EXERCISE REQUIREMENTS: Within the entries below, every line containing "thumb" is to be copied.

Human pose images with coordinates:

▽

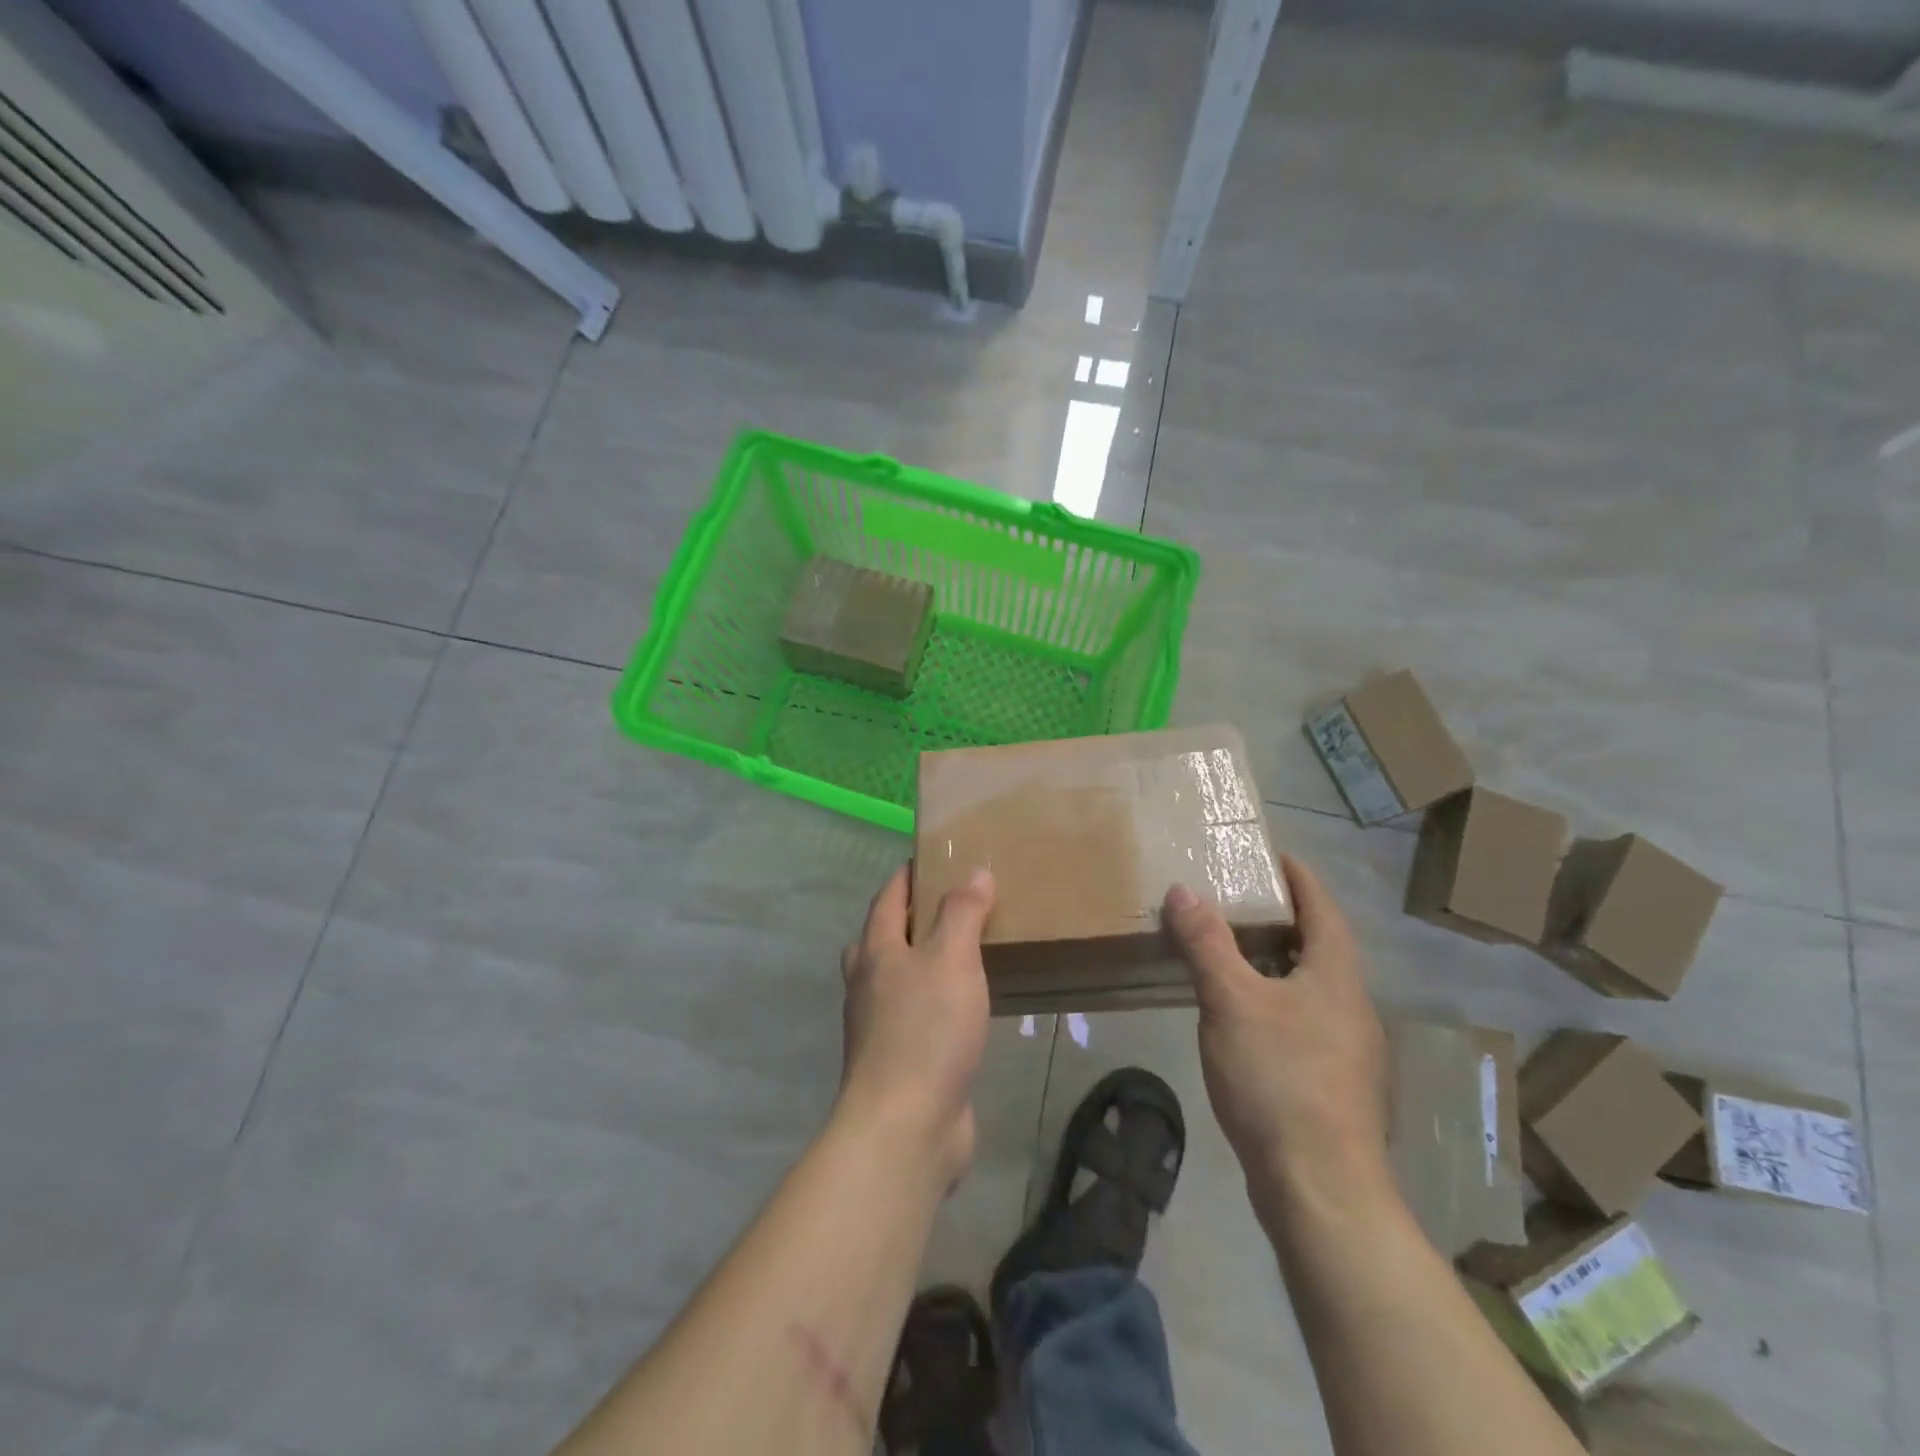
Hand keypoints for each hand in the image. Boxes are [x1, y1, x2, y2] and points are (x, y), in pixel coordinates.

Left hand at [837, 864, 995, 1189]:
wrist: (905, 1127)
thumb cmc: (926, 1031)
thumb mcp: (952, 959)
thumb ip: (962, 913)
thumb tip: (974, 872)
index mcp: (876, 951)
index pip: (888, 897)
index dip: (908, 874)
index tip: (933, 857)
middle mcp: (869, 983)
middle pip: (885, 936)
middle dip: (913, 915)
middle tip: (952, 902)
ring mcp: (880, 1024)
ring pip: (900, 976)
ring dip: (925, 958)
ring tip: (964, 948)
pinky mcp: (899, 1058)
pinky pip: (917, 1013)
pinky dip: (937, 997)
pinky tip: (965, 1005)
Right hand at [1163, 855, 1389, 1211]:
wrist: (1321, 1190)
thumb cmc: (1280, 1080)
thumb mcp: (1231, 1001)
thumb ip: (1206, 943)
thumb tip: (1184, 890)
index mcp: (1336, 976)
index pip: (1323, 907)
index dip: (1298, 876)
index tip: (1269, 855)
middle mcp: (1352, 1007)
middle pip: (1319, 946)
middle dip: (1281, 919)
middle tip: (1233, 901)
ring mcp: (1348, 1051)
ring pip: (1310, 988)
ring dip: (1275, 963)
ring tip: (1229, 954)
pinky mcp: (1335, 1088)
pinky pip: (1303, 1023)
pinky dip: (1274, 1003)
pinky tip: (1242, 1021)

△

WRITTEN ANSWER:
thumb cmc: (926, 1031)
thumb mcp: (952, 959)
thumb ip: (962, 913)
thumb tip: (974, 872)
thumb cmc: (1280, 1080)
thumb mcp: (1231, 1001)
thumb ip: (1206, 943)
thumb tip: (1184, 890)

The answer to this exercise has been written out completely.